Optical Metrology – Understanding Focus Variation

Focus-Variation[1] integrates the small depth of focus of an optical system with vertical scanning to give color and topographical data from the variation of focus. The key component of the system is a precision optic that contains a variety of lens systems that can be fitted with different objectives, enabling measurements with different resolution.

When a beam splitting mirror is used, the light coming out from a white light source is inserted into the system’s optical path and then focused onto the specimen through the objective. Depending on the typography of the specimen, the same light is reflected into various directions once it hits the specimen through the objective.
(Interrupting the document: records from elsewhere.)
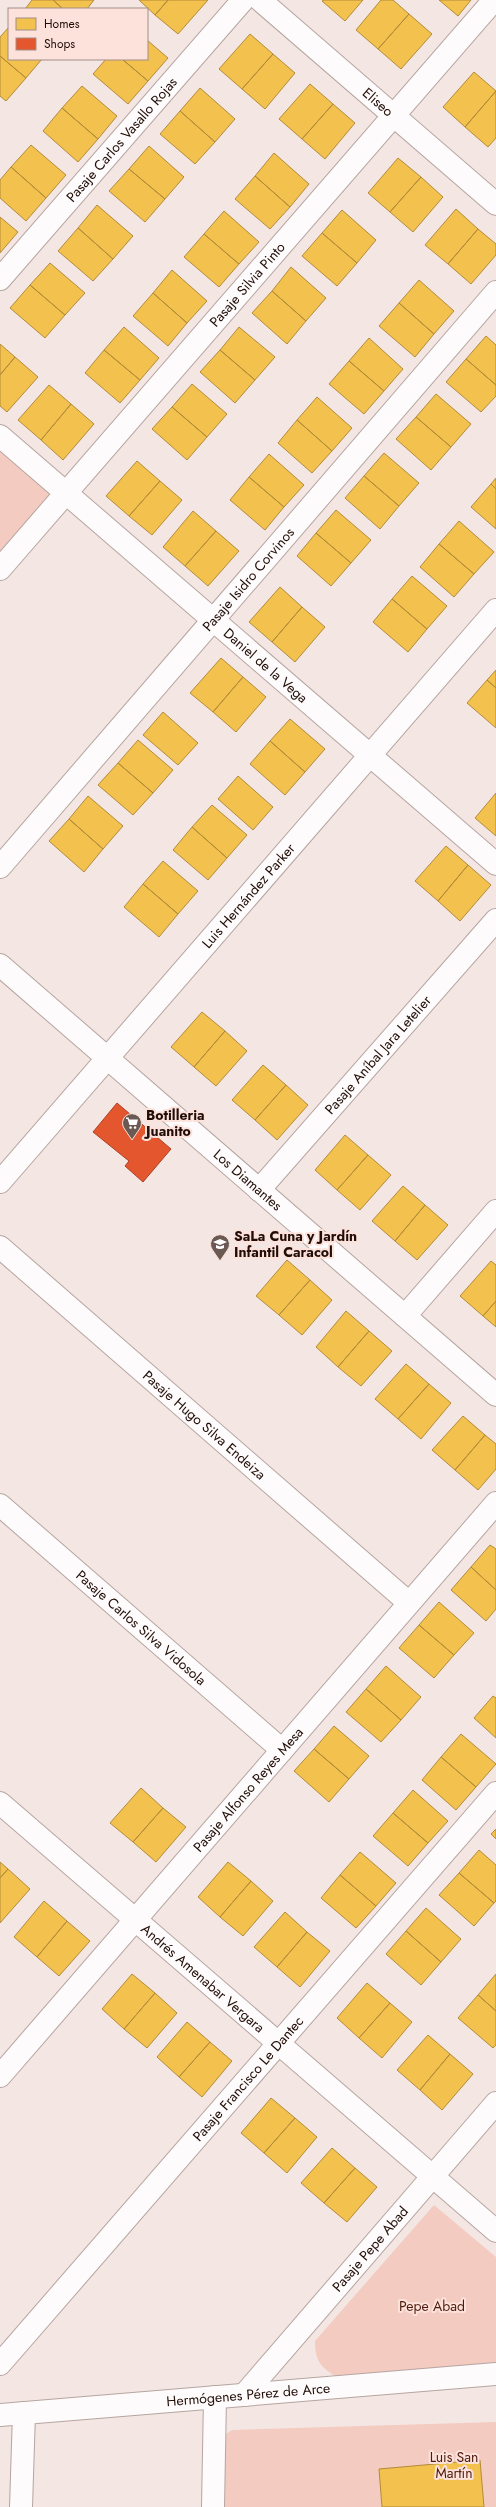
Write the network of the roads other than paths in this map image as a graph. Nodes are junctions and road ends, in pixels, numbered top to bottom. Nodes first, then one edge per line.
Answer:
1 (244, 0) edge
2 (260, 0) edge
3 (494, 0) edge
4 (394, 116) junction
5 (496, 204) edge
6 (0, 280) edge
7 (496, 292) edge
8 (0, 436) edge
9 (66, 493) junction
10 (0, 569) edge
11 (496, 610) edge
12 (213, 620) junction
13 (370, 755) junction
14 (496, 864) edge
15 (0, 867) edge
16 (496, 920) edge
17 (0, 965) edge
18 (108, 1059) junction
19 (0, 1182) edge
20 (258, 1190) junction
21 (496, 1211) edge
22 (0, 1247) edge
23 (405, 1316) junction
24 (496, 1395) edge
25 (496, 1503) edge
26 (0, 1506) edge
27 (409, 1603) junction
28 (282, 1750) junction
29 (496, 1793) edge
30 (0, 1803) edge
31 (135, 1920) junction
32 (279, 2044) junction
33 (0, 2076) edge
34 (496, 2103) edge
35 (432, 2176) junction
36 (496, 2231) edge
37 (0, 2364) edge
38 (496, 2374) edge
39 (244, 2395) junction
40 (215, 2397) junction
41 (24, 2413) junction
42 (0, 2415) edge
43 (21, 2507) edge
44 (213, 2507) edge

1 - 6 street, Pasaje Carlos Vasallo Rojas
2 - 4 street, Eliseo
3 - 4 street, Pasaje Silvia Pinto
4 - 5 street, Eliseo
4 - 9 street, Pasaje Silvia Pinto
7 - 12 street, Pasaje Isidro Corvinos
8 - 9 street, Daniel de la Vega
9 - 10 street, Pasaje Silvia Pinto
9 - 12 street, Daniel de la Vega
11 - 13 street, Luis Hernández Parker
12 - 13 street, Daniel de la Vega
12 - 15 street, Pasaje Isidro Corvinos
13 - 14 street, Daniel de la Vega
13 - 18 street, Luis Hernández Parker
16 - 20 street, Pasaje Aníbal Jara Letelier
17 - 18 street, Los Diamantes
18 - 19 street, Luis Hernández Parker
18 - 20 street, Los Diamantes
20 - 23 street, Los Diamantes
21 - 23 street
22 - 27 street, Pasaje Hugo Silva Endeiza
23 - 24 street, Los Diamantes
25 - 27 street, Pasaje Alfonso Reyes Mesa
26 - 28 street, Pasaje Carlos Silva Vidosola
27 - 28 street, Pasaje Alfonso Reyes Mesa
28 - 31 street, Pasaje Alfonso Reyes Mesa
29 - 32 street, Pasaje Francisco Le Dantec
30 - 31 street, Andrés Amenabar Vergara
31 - 32 street, Andrés Amenabar Vergara
31 - 33 street, Pasaje Alfonso Reyes Mesa
32 - 35 street, Andrés Amenabar Vergara
32 - 37 street, Pasaje Francisco Le Dantec
34 - 35 street, Pasaje Pepe Abad
35 - 36 street, Andrés Amenabar Vergara
35 - 39 street, Pasaje Pepe Abad
38 - 39 street, Hermógenes Pérez de Arce
39 - 40 street, Hermógenes Pérez de Arce
40 - 41 street, Hermógenes Pérez de Arce
40 - 44 street
41 - 42 street, Hermógenes Pérez de Arce
41 - 43 street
If diffuse reflective properties are shown by the topography, then the light will be reflected equally strong into each direction. With regard to specular reflections, the light is scattered predominantly into one direction. All the rays arising from the specimen and hitting the objective lens are bundled in the optics and collected by a light sensitive sensor placed at the back of the beam splitting mirror. Only small areas of the object can be clearly imaged because of the small depth of field of the optics.

In order to completely detect the surface with full depth of field, the precision optic is vertically moved along the optical axis while continuously capturing the data from the surface. This way, each area of the object is clearly focused. Algorithms transform the acquired sensor data into 3D data and a true color image with full depth of field. This is obtained by examining the focus variation along the vertical axis.

InfiniteFocus is a 3D measurement device that is based on the operating principle of Focus-Variation. When using this measurement device, the following technical specifications emerge:

The vertical resolution can be as low as 10 nm and relies on the selected objective. The vertical scan range depends on the working distance of the objective and ranges between 4.5 and 23.5 mm. Compared to conventional methods, the vertical resolution is obtained irrespective of the scan height and results in a vertical resolution dynamic of 1: 500000.

The used objective determines the XY range, which usually ranges from 0.16 mm x 0.16 mm to 5.63 mm x 5.63 mm for one measurement. The XY range can be exceeded up to 100 x 100 mm by using a motorized XY stage and special algorithms.

Compared to other optical techniques that are limited to coaxial illumination, the maximum measurable slope angle does not only depend on the numerical aperture of the objective. Focus-Variation can be employed with many different illumination sources (such as a ring light), enabling the measurement of slope angles that go beyond 87°. Focus-Variation is applicable to surfaces that have a huge range of different optical reflectance values.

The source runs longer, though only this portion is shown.